Quel giorno, peraltro, ci sarà anche lo sciopero dei Cobas, con manifestazione nazionale a Roma: “la ‘riforma’ – ha detto il suo leader Enrico Bernocchi – non ha alle spalle alcun progetto didattico, come non ne avevano alle elementari la ‘maestra unica’ o la devitalizzazione del tempo pieno. Ci sono dunque le condizioni perché si sviluppi, qui ed ora, una forte opposizione alla ‘riforma’ da parte di docenti ed Ata, precari e ‘stabili’, studenti, genitori: dobbiamo intensificare subito la lotta, agevolando – ha conclusoil leader dei Cobas – la mobilitazione di tutto il popolo della scuola pubblica“.
Contro la riforma si è espressa anche la Uil Scuola, attraverso il suo segretario Massimo Di Menna: “vedo il rischio che, come al solito, – ha detto – si definisca un quadro normativo scaricando sulle scuole e sul personale la gestione della novità e gli effetti dei tagli. E’ del tutto incomprensibile che si effettui una riduzione di ore nelle classi seconde, terze e quarte degli istituti tecnici e professionali non coinvolte dai cambiamenti della riforma. Una tale procedura – ha concluso il leader della Uil di comparto – risponde soltanto a logiche economiche“”.
Sul piede di guerra anche lo Snals, che ha puntato il dito contro la mancata previsione di una ‘vera’ fase transitoria: “se non si introdurranno correttivi – ha minacciato il segreatario Marco Paolo Nigi –, lo Snals-Confsal sarà costretto ad assumere forti iniziative“.
Durissimo, infine, il giudizio dell’Unocobas, che attraverso il segretario nazionale, Stefano d’Errico, parla di “impianto minimalista” perché “il liceo classico di Gentile era una scuola seria, ed i programmi erano dovunque estesi e compiuti. Bene, cosa direbbe oggi Gentile di una ‘riforma’ che marginalizza il latino nel Liceo Scientifico? E della riduzione generalizzata delle ore per materia, che investe ogni ordine e grado di scuola?“.

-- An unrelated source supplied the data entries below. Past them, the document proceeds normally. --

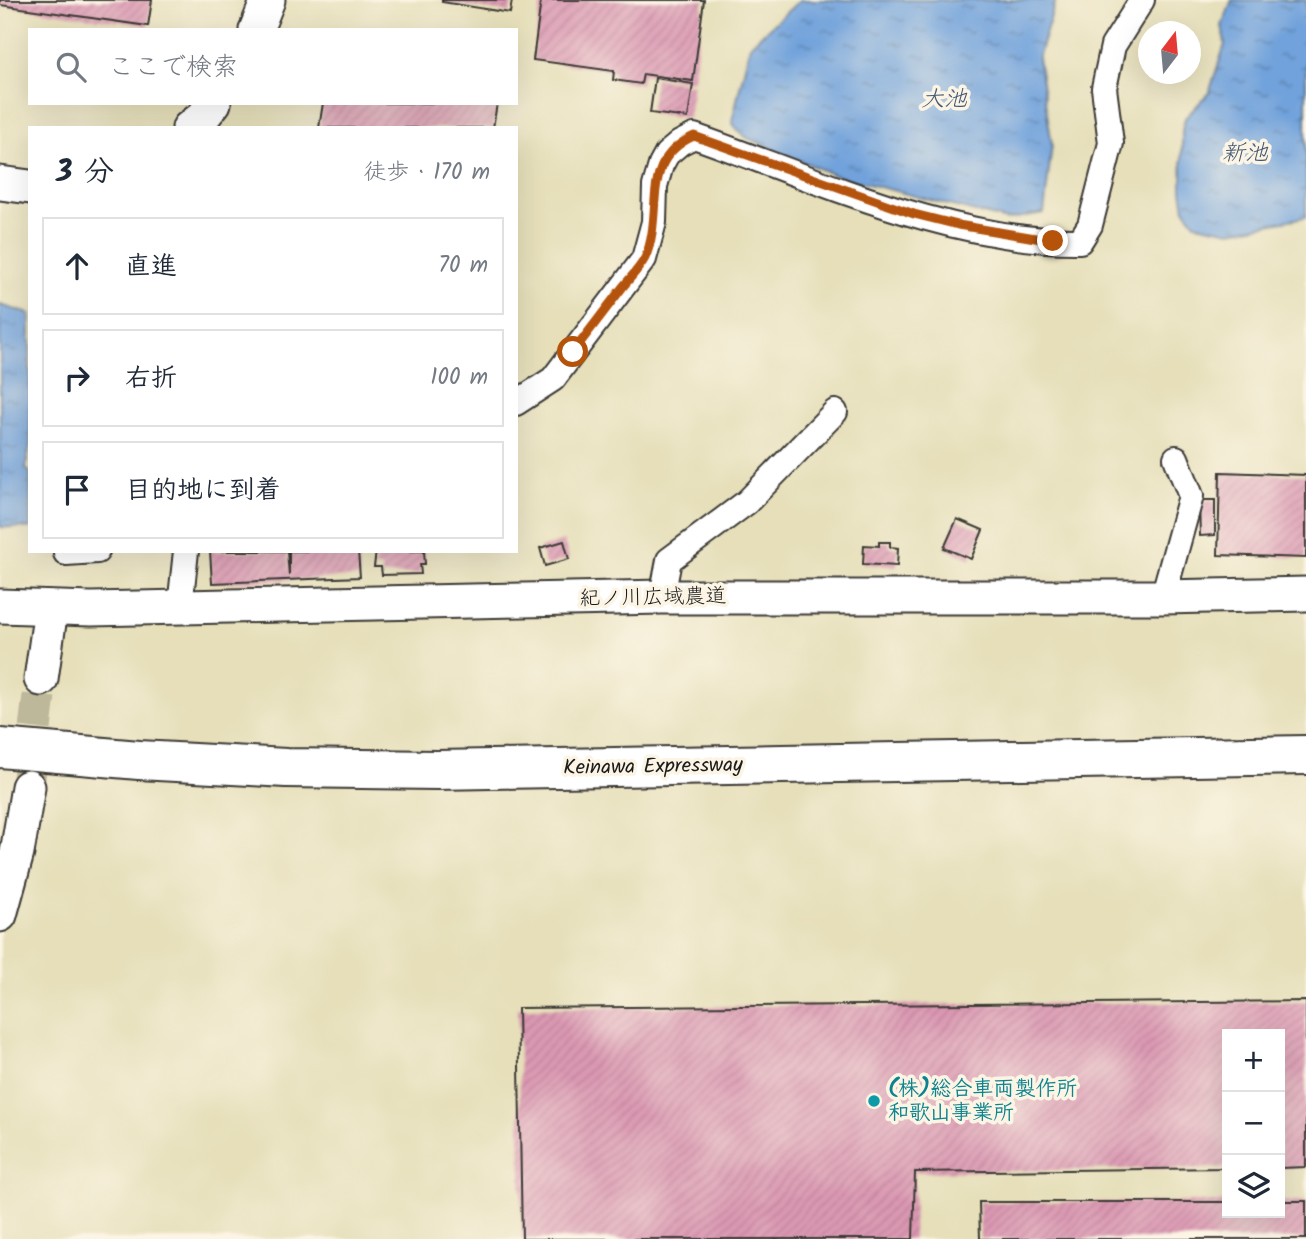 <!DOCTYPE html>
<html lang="ja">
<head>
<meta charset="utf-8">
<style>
  body { margin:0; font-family:Kalam,"Klee One",sans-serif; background:#f2f2f3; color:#1f2937 }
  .controls { position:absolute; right:21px; bottom:21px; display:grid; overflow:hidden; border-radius:0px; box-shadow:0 7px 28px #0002 }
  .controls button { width:63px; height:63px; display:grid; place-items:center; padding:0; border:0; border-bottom:2px solid #e0e1e3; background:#fff; color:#1f2937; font:35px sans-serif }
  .compass { position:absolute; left:1138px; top:21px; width:63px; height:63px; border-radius:50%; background:#fff; box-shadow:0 7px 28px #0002; rotate:16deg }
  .stop { position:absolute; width:21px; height:21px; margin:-16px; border:5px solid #b45309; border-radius:50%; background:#fff }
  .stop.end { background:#b45309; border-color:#fff; box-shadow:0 2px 7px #0008 }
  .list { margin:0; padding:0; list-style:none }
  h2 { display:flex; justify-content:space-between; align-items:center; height:91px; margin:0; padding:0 28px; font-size:30px }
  h2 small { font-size:23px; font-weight:400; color:#747a83 }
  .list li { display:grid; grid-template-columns:46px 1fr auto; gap:21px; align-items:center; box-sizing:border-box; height:98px; margin:0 14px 14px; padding:0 14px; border:2px solid #e0e1e3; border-radius:0px }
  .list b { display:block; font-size:26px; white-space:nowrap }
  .list em { font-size:23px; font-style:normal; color:#747a83 }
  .icon { flex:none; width:38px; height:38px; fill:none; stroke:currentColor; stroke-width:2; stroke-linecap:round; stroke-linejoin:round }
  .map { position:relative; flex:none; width:1306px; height:1239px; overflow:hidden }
  .search { position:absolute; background:#fff; box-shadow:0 7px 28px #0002; left:28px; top:28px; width:490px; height:77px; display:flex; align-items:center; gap:18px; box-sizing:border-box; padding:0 24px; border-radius:0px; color:#747a83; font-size:26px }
  .panel { position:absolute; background:#fff; box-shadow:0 7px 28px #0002; left:28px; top:126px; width:490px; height:427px; border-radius:0px }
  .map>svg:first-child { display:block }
  .water { fill:url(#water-ripples); stroke:#465f7c; stroke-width:2 }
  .building { fill:url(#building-hatch) }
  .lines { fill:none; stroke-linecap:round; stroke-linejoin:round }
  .secondary-tunnel { stroke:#beb89a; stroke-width:33; stroke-dasharray:33 17; stroke-linecap:butt }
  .street-casing { stroke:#3a3934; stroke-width:28 }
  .secondary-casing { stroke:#3a3934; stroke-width:37 }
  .highway-casing { stroke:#3a3934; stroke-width:42 }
  .street { stroke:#fff; stroke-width:24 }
  .secondary { stroke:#fff; stroke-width:33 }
  .highway { stroke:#fff; stroke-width:38 }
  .route { stroke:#b45309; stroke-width:9 }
  .culture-dot { fill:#0f9aa8; stroke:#fcf5e5; stroke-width:2.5 }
  .labels { text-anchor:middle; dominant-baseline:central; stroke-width:7; stroke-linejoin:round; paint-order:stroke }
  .street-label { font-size:21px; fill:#1c1c1c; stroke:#fcf5e5 }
  .culture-label { font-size:21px; font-weight:bold; fill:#0d838f; stroke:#fcf5e5; text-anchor:start }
  .water-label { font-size:23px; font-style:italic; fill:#425872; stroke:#fcf5e5 }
</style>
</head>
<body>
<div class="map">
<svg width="1306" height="1239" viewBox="0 0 1306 1239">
  <defs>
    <pattern id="water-ripples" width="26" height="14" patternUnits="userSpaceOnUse" patternTransform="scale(1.75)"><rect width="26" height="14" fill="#71a2db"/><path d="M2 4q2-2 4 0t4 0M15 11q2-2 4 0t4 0" fill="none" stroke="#5c83b1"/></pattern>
    <pattern id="building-hatch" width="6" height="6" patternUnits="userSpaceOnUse" patternTransform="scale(1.75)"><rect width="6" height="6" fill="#db98b2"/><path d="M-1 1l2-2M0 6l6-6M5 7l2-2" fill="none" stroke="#bb8298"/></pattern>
  </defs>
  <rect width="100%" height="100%" fill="#fcf5e5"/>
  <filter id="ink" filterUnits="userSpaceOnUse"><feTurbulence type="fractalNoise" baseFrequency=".0143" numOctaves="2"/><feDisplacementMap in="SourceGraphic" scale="14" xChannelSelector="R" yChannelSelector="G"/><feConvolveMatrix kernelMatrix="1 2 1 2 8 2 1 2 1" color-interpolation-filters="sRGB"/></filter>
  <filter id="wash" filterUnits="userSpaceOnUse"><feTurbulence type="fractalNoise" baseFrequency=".00686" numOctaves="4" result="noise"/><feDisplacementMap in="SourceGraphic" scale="28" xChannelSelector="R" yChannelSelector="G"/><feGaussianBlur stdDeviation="1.57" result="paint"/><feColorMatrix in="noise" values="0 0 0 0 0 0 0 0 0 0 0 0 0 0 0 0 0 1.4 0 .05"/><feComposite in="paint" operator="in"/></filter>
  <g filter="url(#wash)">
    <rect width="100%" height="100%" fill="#e6dfba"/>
    <g class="water">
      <polygon points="800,0 1056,0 1038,58 1052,144 1044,213 1006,220 834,175 747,138 736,129 732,121 750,45"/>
      <polygon points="1232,0 1306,0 1306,217 1231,231 1196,224 1185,210 1182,190 1182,130 1185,118 1209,93 1225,44 1222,25"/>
      <polygon points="0,305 30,314 30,444 26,469 30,472 30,528 0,527"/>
    </g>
    <g id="blocks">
      <g class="building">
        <polygon points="0,0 152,0 148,26 0,5"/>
        <polygon points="442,0 512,0 510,13 442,2"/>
        <polygon points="541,0 704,0 693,81 643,74 641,84 613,80 614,71 533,60"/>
        <polygon points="655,78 693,84 688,118 650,113"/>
        <polygon points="323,103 497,103 493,128 319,128"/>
        <polygon points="1220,472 1306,475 1306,558 1218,555"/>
        <polygon points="1199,500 1215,500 1215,535 1200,536"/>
        <polygon points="957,519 983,530 971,559 944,548"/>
        <polygon points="564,541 569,559 545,566 540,548"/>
        <polygon points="879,542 890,542 890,547 898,548 897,566 863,564 864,545 879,546"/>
        <polygon points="210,551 287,551 289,575 289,551 358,551 360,577 212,583"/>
        <polygon points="376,551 424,551 425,564 420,564 421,574 382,575 381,567 374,567"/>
        <polygon points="1306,1001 1306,1167 1280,1168 1280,1034 1227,1034 1227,1168 915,1172 913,1239 522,1239 518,1008"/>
        <polygon points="1280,1201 1306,1201 1306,1239 980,1239 979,1202 1227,1202 1227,1213 1280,1213"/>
      </g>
    </g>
  </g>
  <g filter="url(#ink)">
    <use href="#blocks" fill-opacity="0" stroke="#3a3934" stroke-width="2"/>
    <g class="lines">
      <polyline class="secondary-tunnel" points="29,778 41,679"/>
      <defs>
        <g id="street">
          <path d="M 516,403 L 553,379 L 644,259 L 654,222 L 655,186 L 661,165 L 667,154 L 680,143 L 694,136 C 814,178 951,243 1080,241 L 1090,225 L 1111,143 L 1104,88 L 1113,46 L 1142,0"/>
          <polyline points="66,553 97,551"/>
          <polyline points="662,597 669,560 747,502 835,412"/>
          <polyline points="1163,597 1191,496 1176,458"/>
          <polyline points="180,607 186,551"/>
        </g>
        <g id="secondary">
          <polyline points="256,30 268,0"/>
          <polyline points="189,128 202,118 214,103"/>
          <polyline points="0,183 30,187"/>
          <polyline points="0,606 91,609 662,597 1163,597 1306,594"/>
          <polyline points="41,679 51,609"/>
          <polyline points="0,915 17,853 28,787"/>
        </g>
        <polyline id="highway" points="0,748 139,760 286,768 437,770 1306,755"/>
      </defs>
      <use href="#street" class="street-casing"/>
      <use href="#secondary" class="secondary-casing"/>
      <use href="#highway" class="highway-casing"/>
      <use href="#street" class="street"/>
      <use href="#secondary" class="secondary"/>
      <use href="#highway" class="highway"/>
    </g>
  </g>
  <g class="lines" filter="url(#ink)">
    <path class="route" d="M 573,352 C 590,330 606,309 622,288 C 630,278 640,268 645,258 C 665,212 638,161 694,136 L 914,214 L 958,225 L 1053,241"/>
  </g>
  <circle class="culture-dot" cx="874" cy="1101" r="7"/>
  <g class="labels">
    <g class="street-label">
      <text transform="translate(653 598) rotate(-1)">紀ノ川広域農道</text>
      <text transform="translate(653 767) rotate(-1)">Keinawa Expressway</text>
    </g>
    <g class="culture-label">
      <text x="888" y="1089">(株)総合車両製作所<tspan x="888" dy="24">和歌山事業所</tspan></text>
    </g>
    <g class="water-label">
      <text x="944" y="100">大池</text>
      <text x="1245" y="154">新池</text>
    </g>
  </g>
</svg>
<div class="controls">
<button>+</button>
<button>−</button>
<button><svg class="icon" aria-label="layers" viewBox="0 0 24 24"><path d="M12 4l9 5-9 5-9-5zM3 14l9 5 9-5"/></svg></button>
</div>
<svg class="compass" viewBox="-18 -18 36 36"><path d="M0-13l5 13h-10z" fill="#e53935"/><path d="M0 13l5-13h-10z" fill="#747a83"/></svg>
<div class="stop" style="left:573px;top:352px"></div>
<div class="stop end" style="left:1053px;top:241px"></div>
<div class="search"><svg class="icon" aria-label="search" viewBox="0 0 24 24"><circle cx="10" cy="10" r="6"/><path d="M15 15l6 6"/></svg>ここで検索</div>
<section class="panel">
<h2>3 分<small>徒歩 · 170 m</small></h2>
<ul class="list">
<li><svg class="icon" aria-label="ahead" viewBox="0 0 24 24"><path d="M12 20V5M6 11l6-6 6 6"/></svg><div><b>直進</b></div><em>70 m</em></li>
<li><svg class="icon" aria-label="right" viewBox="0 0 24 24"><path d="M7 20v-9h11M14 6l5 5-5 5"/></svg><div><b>右折</b></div><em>100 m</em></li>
<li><svg class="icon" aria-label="arrive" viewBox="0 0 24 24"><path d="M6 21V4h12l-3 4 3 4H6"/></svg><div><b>目的地に到着</b></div></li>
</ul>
</section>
</div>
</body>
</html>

Secondo d’Errico la riforma “non solo è priva di riferimenti a questa o quella tradizione politico-culturale, ma che non ha alcuna radice in Europa. Solo negli Usa – ha detto il leader Unicobas – la storia non è considerata materia curricolare, ma di mero approfondimento universitario: gli statunitensi studiano solo dalla rivoluzione americana in poi. Ecco l’esempio luminoso della ‘berluscuola’”.